New construction Benedictine Monastery Tabgha, Lake of Galilei, Israel.
In 2002 the architects Peitz-Hillinger were commissioned to prepare a masterplan for the area
of about 3 hectares between the shore of the sea of Galilei and the lakeside Mount of the Beatitudes.
The approved master plan defined the parameters for the construction of a new monastery to the south of the existing Church of the Multiplication.
The design is unmistakably similar to the plans of the 9th century St. Gallen monastery.
An open square cloister of 26 x 26 m meters provides access to the building, The arrangement is unusual because the cloister is to the south, enclosing 10 monks' cells so that they overlook the monastery courtyard. This means that the cells face the north and are thus protected from direct sunlight. Each of the monks' cells has a wet room, fitted cupboards and a small individual terrace. The cells on the same level as the church also have a second residential an working level under the ridge roofs.

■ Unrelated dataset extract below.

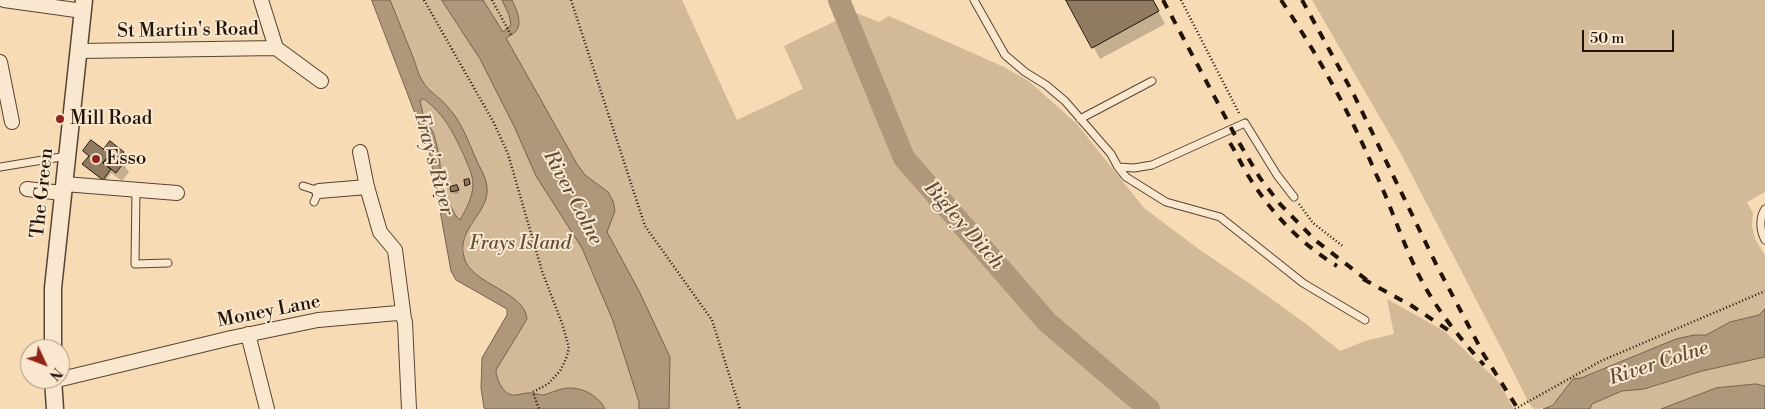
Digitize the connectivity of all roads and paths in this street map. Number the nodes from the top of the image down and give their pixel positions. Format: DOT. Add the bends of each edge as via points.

The church and the new monastery are perceived as a single complex of buildings. This is because the spatial forms were developed by reference to the existing structure, and the exterior appearance was ascetically designed with just three building materials: light colored limestone, concrete surfaces refined with limestone chipping and bush-hammered after drying
and deeply profiled red clay tiles for the roofs. The design of the building's climate insulation system, combined with the structural cooling/heating system enables the monastery to be operated economically.
Planning program:
cloister gate, chapter house, refectory, oratory, library, convent kitchen, 10 monastic cells,
infirmary, parlor offices, guest hall, oriental diwan, shelter, laundry, guest room.
A little town on its own - for 10 Benedictine brethren - docked along a church with Byzantine origins.